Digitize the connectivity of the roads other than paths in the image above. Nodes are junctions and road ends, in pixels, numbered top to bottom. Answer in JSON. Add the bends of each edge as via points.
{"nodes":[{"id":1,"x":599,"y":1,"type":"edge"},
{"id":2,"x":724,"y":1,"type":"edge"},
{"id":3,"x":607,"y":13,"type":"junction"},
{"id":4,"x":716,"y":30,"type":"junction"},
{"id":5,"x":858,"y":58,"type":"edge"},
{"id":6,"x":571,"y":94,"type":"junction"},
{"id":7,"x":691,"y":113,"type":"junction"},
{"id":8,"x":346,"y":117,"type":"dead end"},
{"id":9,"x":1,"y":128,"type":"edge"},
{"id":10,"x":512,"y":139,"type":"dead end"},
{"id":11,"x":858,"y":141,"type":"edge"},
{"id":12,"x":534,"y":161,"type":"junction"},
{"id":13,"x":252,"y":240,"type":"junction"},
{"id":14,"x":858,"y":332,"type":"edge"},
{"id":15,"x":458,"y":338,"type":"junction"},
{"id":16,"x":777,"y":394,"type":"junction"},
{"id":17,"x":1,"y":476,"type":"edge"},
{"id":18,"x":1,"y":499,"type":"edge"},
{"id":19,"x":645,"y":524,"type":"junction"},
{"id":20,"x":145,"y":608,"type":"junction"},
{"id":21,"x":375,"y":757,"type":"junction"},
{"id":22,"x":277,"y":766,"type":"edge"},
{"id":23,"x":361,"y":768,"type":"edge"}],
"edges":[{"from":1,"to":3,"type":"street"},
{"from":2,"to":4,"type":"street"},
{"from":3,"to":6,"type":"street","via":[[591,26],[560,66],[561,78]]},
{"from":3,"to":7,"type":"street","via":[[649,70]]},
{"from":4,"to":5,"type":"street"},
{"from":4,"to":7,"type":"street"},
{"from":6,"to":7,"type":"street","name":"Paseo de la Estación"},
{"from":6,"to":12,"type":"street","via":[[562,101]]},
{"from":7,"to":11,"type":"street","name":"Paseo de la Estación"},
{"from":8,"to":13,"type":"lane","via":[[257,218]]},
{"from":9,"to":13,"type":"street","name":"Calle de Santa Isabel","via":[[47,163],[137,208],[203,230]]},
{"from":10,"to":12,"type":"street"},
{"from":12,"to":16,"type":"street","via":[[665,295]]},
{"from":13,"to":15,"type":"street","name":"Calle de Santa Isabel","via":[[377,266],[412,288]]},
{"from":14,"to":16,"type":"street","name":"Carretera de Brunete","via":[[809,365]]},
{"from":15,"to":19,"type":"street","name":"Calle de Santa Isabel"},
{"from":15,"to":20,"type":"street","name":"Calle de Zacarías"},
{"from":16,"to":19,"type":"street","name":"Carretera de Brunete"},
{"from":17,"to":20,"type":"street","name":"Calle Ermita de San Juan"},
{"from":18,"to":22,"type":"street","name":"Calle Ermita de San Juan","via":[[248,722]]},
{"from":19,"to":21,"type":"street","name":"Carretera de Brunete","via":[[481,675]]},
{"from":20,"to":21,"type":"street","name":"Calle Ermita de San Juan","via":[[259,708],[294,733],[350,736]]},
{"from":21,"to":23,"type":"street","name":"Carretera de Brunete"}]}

== Problem ==
Look for the word "Santa". Copy out every line of the data that has it.

== Task output ==
{"from":9,"to":13,"type":"street","name":"Calle de Santa Isabel","via":[[47,163],[137,208],[203,230]]},
{"from":13,"to":15,"type":"street","name":"Calle de Santa Isabel","via":[[377,266],[412,288]]},
{"from":15,"to":19,"type":"street","name":"Calle de Santa Isabel"},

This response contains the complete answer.